*** Block opens ***

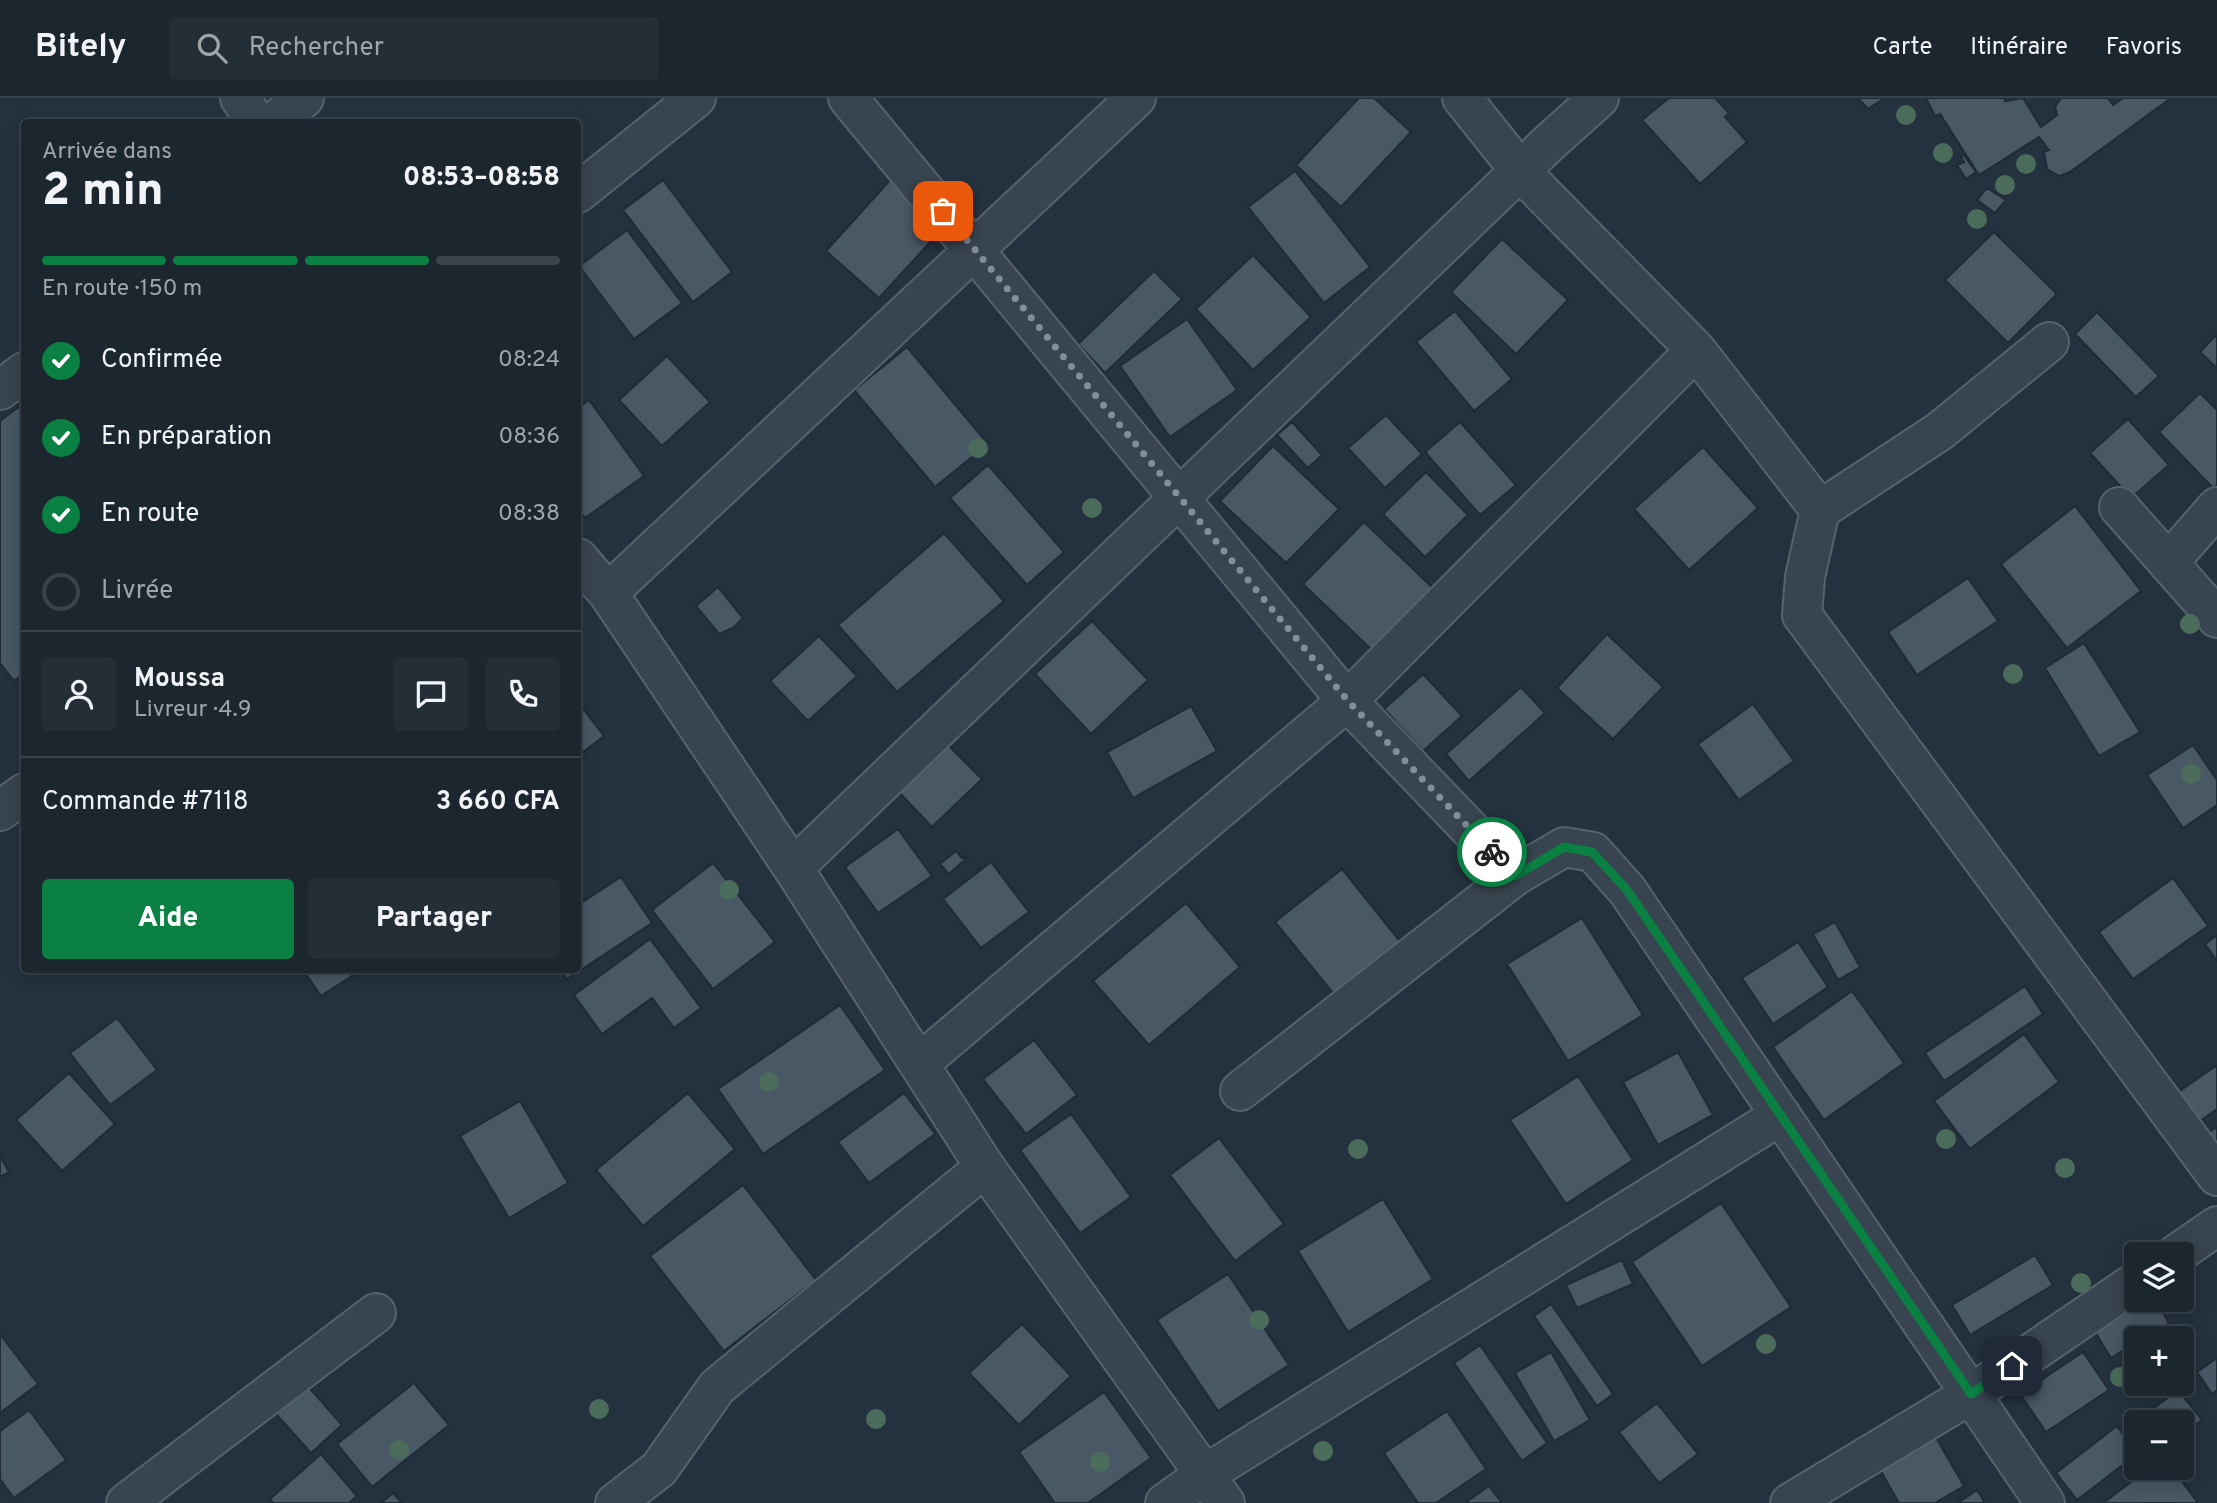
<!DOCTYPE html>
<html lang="fr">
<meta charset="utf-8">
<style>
body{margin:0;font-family:Overpass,sans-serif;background:#242e37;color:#f1f3f6;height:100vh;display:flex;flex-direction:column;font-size:26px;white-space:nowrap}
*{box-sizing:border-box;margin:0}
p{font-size:23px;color:#a0a5aa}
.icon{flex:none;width:38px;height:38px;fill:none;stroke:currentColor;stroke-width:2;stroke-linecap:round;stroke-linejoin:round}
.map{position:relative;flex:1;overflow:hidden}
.sheet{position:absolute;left:21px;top:21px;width:560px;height:854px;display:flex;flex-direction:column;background:#1b262f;border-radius:7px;box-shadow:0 4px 18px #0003,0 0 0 2px #39434b}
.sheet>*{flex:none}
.buttons{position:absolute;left:2124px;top:1144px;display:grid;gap:14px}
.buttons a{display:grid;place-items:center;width:70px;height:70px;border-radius:7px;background:#1b262f;box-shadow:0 4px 18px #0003,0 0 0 2px #39434b;font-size:35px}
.pin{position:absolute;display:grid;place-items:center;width:60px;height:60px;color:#fff;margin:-30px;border-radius:14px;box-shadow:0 4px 10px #0006}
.courier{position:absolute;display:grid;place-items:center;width:70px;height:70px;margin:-35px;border:5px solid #0b8043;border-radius:50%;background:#fff;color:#222;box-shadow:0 2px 9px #0007}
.summary em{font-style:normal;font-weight:800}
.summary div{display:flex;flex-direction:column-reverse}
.summary{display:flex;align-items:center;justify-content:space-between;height:119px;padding:0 21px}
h1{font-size:46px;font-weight:800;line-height:52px}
.bar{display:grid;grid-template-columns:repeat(4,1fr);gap:10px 7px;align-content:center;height:84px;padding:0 21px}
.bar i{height:9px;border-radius:5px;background:#39434b}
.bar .active{background:#0b8043}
.bar p{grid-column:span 4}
.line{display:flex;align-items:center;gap:18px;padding:0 21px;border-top:2px solid #39434b}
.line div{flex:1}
.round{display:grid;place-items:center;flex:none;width:74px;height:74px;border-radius:7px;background:#242e37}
ol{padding:0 21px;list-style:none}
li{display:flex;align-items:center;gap:21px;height:77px}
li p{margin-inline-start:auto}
li .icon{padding:7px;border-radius:50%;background:#0b8043;color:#fff;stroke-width:4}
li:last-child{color:#a0a5aa}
li i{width:38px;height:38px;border:4px solid #39434b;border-radius:50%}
.primary-button{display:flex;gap:14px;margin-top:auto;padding:14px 21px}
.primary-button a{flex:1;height:80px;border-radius:7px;background:#0b8043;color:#fff;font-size:28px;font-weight:800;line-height:80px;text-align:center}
.primary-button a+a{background:#242e37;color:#f1f3f6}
header{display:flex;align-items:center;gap:42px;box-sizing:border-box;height:98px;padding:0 35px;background:#1b262f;border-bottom:2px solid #39434b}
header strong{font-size:33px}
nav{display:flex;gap:38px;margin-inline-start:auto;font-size:24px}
.search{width:490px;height:63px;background:#242e37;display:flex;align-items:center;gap:18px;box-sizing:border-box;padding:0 24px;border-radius:7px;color:#a0a5aa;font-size:26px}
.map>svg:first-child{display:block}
</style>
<header>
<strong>Bitely</strong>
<div class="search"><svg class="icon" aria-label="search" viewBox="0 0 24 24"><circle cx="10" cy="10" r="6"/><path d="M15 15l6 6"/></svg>Rechercher</div>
<nav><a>Carte</a><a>Itinéraire</a><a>Favoris</a></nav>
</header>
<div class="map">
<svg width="2217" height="1405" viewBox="0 0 2217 1405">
<rect width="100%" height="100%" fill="#24323f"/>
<path fill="#485865" stroke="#1f2b36" stroke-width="2" d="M 1359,0 L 1374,0 L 1411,34 L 1341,109 L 1296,67 Z
M 1669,0 L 1715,0 L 1729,15 L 1725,19 L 1747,44 L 1700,86 L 1642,22 Z
M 1858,0 L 1885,0 L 1868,11 Z
M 1926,0 L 2004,0 L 2005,3 L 2023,0 L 2041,29 L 2057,17 L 2055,9 L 2061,0 L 2108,0 L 2113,7 L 2123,0 L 2171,0 L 2070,74 L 2059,78 L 2047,71 L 2044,54 L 2049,52 L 2039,39 L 1979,77 L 1940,16 L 1935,18 Z
M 1964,57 L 1976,74 L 1966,81 L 1957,67 L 1964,64 L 1961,59 Z
M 1295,73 L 1370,169 L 1324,205 L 1248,109 Z
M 892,80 L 945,128 L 879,200 L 826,153 Z
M 663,82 L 732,174 L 693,204 L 623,112 Z
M 1987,90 L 2006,102 L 1995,115 L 1977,102 Z
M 627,132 L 682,205 L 634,241 L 579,168 Z
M 1994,134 L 2057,196 L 2008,245 L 1945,182 Z
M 1502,141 L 1568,202 L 1516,256 L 1451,194 Z
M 1253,157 L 1311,219 L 1253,272 L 1196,211 Z
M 1154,173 L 1182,201 L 1105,275 L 1078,246 Z
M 1455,213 L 1512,281 L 1474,313 L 1416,244 Z
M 2097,214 L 2159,278 L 2136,299 L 2075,236 Z
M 1187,221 L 1237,292 L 1170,339 L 1120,268 Z
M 2217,236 L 2217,270 L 2200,254 Z
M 907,249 L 988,346 L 935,389 L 854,292 Z
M 667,258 L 710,304 L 662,348 L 619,302 Z
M 2200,295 L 2217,312 L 2217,387 L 2213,390 L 2159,334 Z
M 589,302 L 644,378 L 585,420 L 578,410 L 578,310 Z
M 24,305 L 24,575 L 14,583 L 0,565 L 0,323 Z
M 1386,317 L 1422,356 L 1385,390 L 1348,350 Z
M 2128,321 L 2169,367 L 2131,400 L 2090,355 Z
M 1292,324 L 1322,357 L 1308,370 L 1277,337 Z
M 1460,324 L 1516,387 L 1480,417 L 1425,354 Z
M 1273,348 L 1339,411 L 1286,465 L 1220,403 Z
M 1703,349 L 1758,410 L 1689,472 L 1634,411 Z
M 988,367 L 1064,454 L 1027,487 L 950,400 Z
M 1426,374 L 1468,417 L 1425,459 L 1383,416 Z
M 2075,408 L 2141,493 L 2067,550 L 2001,466 Z
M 1364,424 L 1436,493 L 1375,555 L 1303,486 Z
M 944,435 L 1004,503 L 897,594 L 838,527 Z
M 1968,480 L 1998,523 L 1917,577 L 1888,534 Z
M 718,489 L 743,520 L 733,530 L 719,536 L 696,508 Z
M 1092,523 L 1148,582 L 1091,636 L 1035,576 Z
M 1607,536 L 1663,589 L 1613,641 L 1557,590 Z
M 819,538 L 857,578 L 808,623 L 770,583 Z
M 2084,545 L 2140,634 L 2099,658 L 2045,570 Z
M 1423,576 L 1462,618 L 1423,653 L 1384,611 Z
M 1521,589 L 1545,615 L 1469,683 L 1446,656 Z
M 578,604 L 604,638 L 578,658 Z
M 1753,606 L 1794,663 L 1739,702 L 1698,646 Z
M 1191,608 L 1217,653 L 1133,700 L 1107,654 Z
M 944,643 L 982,681 L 932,729 L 895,690 Z
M 2193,647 L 2217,682 L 2217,707 L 2183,730 L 2147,677 Z
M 898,731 L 932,778 L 878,815 L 845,769 Z
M 956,753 L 962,760 L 969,758 L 949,776 L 940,766 Z
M 991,764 L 1029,814 L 981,850 L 943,801 Z
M 713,765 L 775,844 L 713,891 L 652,812 Z
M 1342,771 L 1403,847 L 1337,900 L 1275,824 Z
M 621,779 L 652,825 L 567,881 L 561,872 L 578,872 L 578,807 Z
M 2173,780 L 2208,828 L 2133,881 L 2099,834 Z
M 1186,805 L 1240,869 L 1149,947 L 1093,883 Z
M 1582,820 L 1643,917 L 1568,963 L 1507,866 Z
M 1835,824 L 1860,869 L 1838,882 L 1813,836 Z
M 2217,837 L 2217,863 L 2205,846 Z
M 650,841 L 701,910 L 674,930 L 652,900 L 602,936 L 574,897 Z
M 1798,844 L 1828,889 L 1773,926 L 1742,880 Z
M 303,872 L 361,872 L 321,898 Z
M 2025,888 L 2043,916 L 1944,983 L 1925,955 Z
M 1852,893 L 1904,965 L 1824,1022 L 1773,949 Z
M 840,907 L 885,972 L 763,1056 L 718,991 Z
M 117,920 L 157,972 L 110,1007 L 70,955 Z
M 2024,936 L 2059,984 L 1970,1051 L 1934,1003 Z
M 1034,942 L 1077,997 L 1026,1036 L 983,981 Z
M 1678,954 L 1713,1017 L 1658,1047 L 1623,984 Z
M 2217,967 L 2217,1011 L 2197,1025 L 2177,995 Z
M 69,975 L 115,1026 L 62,1073 L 16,1022 Z
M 1578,978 L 1633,1062 L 1566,1106 L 1510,1022 Z
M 688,995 L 735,1051 L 643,1128 L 596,1072 Z
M 904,995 L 935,1036 L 869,1085 L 838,1044 Z
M 520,1003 L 568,1085 L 509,1120 L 460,1038 Z
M 1071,1016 L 1131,1099 L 1080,1135 L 1020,1052 Z
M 2217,1029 L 2217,1052 L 2206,1036 Z
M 1219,1040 L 1284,1126 L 1235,1163 L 1170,1077 Z
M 0,1058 L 9,1074 L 0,1079 Z
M 743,1087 L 816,1182 L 724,1253 L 650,1158 Z
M 1383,1101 L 1433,1181 L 1348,1234 L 1298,1153 Z
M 1721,1105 L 1791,1209 L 1702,1268 L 1632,1164 Z
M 2035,1157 L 2053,1187 L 1970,1237 L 1952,1207 Z
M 1622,1162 L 1633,1186 L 1577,1210 L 1566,1187 Z
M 1228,1176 L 1289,1267 L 1218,1313 L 1157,1222 Z
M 2147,1202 L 2155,1202 L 2169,1225 L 2143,1241 L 2137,1241 L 2137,1244 L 2111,1260 L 2095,1234 Z
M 1551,1206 L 1613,1296 L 1597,1308 L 1534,1218 Z
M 1022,1226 L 1071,1278 L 1019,1327 L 969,1275 Z
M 0,1236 L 38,1286 L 0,1315 Z
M 1480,1247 L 1547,1345 L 1522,1363 L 1454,1265 Z
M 1551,1254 L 1590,1322 L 1554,1343 L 1515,1275 Z
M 2083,1254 L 2109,1292 L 2046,1334 L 2020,1296 Z
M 2217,1260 L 2217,1292 L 2212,1296 L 2197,1274 Z
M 414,1285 L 449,1327 L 372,1389 L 337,1346 Z
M 307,1287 L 342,1327 L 311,1355 L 276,1316 Z
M 2178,1292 L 2202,1322 L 2182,1337 L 2182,1325 L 2160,1325 L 2150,1313 Z
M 1104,1294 L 1151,1360 L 1088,1405 L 1055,1405 L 1019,1354 Z
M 1657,1305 L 1698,1356 L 1659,1385 L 1619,1334 Z
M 29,1312 L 66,1362 L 14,1400 L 0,1381 L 0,1333 Z
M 1447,1313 L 1486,1371 L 1436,1405 L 1418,1405 L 1384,1355 Z
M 2117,1328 L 2137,1356 L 2077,1402 L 2056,1375 Z
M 1935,1338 L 1964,1388 L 1935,1405 L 1899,1405 L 1879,1370 Z
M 321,1356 L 357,1398 L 349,1405 L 273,1405 L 270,1401 Z
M 2150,1370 L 2172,1370 L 2198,1405 L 2103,1405 Z
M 1489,1388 L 1502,1405 L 1465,1405 Z
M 1977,1392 L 1985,1405 L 1958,1405 Z
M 393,1395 L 402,1405 L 381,1405 Z"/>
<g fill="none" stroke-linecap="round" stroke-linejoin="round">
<g stroke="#56626c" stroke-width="42">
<path id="street" d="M 240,0 L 256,24
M 848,0 L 1347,603 L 1515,778
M 1462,0 L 1521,74 L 1696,252 L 1820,412 L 1805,479 L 1802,517 L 2217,1078
M 274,24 L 304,0
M 578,95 L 696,0
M 0,292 L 24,274
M 2119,409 L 2217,520
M 1820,412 L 1940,333 L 2049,244
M 578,460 L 608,495 L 1136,0
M 2168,465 L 2217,409
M 608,495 L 793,770 L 985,1069 L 1225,1405
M 0,713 L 24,695
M 793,770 L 1550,44 L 1599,0
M 920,965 L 1347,603 L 1696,252
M 1240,993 L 1515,778 L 1564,749 L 1593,754 L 1627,792 L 2045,1405
M 2175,1157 L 2217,1128
M 126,1405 L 376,1215
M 615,1405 L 659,1371 L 717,1289 L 985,1069
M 1165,1405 L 1204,1377 L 1781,1017
M 1790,1405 L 1971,1296 L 2137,1183"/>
</g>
<use href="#street" stroke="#38444f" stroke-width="38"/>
</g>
<g fill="#4b6c5a">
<circle cx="1906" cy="17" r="10"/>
<circle cx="1943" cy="55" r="10"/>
<circle cx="2026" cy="66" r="10"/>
<circle cx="2005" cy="87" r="10"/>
<circle cx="1977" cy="121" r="10"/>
<circle cx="978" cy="350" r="10"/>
<circle cx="1092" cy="410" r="10"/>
<circle cx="2190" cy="526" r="10"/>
<circle cx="2013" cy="576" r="10"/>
<circle cx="2191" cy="676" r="10"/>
<circle cx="729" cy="792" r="10"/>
<circle cx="769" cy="984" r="10"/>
<circle cx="1946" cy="1041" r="10"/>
<circle cx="1358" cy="1051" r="10"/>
<circle cx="2065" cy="1070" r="10"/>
<circle cx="2081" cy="1185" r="10"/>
<circle cx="1259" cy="1222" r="10"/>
<circle cx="1766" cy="1246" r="10"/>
<circle cx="2120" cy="1279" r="10"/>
<circle cx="599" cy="1311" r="10"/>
<circle cx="876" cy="1321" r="10"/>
<circle cx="399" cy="1352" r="10"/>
<circle cx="1323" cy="1353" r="10"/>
<circle cx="1100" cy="1364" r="10"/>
</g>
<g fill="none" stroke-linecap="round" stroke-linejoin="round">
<path stroke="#828e99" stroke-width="7" stroke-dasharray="0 12.6" d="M 943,113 L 1348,603 L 1492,754"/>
<path stroke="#0b8043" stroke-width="9" d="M 1492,754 L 1515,778 L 1564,749 L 1592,754 L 1627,792 L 1971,1296 L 2012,1268"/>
</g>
</svg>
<div class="buttons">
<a><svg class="icon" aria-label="layers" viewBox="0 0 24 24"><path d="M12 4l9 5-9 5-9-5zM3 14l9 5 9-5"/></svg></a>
<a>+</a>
<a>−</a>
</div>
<div class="pin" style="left:943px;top:113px;background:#ea580c"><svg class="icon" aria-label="bag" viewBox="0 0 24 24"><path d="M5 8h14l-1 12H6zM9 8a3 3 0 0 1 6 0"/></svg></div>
<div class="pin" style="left:2012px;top:1268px;background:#1f2937"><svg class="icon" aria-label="home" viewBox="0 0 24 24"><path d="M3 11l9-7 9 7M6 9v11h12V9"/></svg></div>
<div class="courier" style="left:1492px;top:754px"><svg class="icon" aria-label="bike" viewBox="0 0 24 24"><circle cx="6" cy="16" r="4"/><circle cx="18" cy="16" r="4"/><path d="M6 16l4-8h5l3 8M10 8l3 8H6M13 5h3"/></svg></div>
<section class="sheet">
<div class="summary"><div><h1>2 min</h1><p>Arrivée dans</p></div><em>08:53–08:58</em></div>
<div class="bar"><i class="active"></i><i class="active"></i><i class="active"></i><i></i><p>En route · 150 m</p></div>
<ol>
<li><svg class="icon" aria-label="check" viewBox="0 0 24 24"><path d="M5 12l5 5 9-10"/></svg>Confirmée<p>08:24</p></li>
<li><svg class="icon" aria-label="check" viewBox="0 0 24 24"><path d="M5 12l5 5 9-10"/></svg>En préparation<p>08:36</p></li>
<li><svg class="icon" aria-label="check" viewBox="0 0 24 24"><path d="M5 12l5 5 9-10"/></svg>En route<p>08:38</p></li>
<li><i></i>Livrée</li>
</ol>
<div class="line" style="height:126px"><a class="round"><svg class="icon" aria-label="person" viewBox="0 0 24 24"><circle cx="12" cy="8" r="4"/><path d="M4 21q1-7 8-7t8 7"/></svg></a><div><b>Moussa</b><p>Livreur · 4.9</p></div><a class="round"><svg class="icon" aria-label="chat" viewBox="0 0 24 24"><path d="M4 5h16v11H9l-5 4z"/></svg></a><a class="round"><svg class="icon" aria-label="phone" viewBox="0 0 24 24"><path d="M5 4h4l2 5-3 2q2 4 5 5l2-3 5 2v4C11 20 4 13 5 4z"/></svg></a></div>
<div class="line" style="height:91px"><div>Commande #7118</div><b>3 660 CFA</b></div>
<div class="primary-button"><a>Aide</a><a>Partager</a></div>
</section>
</div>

*** Block closes ***

**Exercise objective**
Working through the records, copy each line in which the word "absolute" appears.

**Expected answer**
.sheet{position:absolute;left:21px;top:21px;width:560px;height:854px;display:flex;flex-direction:column;background:#1b262f;border-radius:7px;box-shadow:0 4px 18px #0003,0 0 0 2px #39434b}
.buttons{position:absolute;left:2124px;top:1144px;display:grid;gap:14px}
.pin{position:absolute;display:grid;place-items:center;width:60px;height:60px;color:#fff;margin:-30px;border-radius:14px;box-shadow:0 4px 10px #0006}
.courier{position:absolute;display:grid;place-items:center;width:70px;height:70px;margin:-35px;border:5px solid #0b8043;border-radius:50%;background:#fff;color:#222;box-shadow:0 2px 9px #0007}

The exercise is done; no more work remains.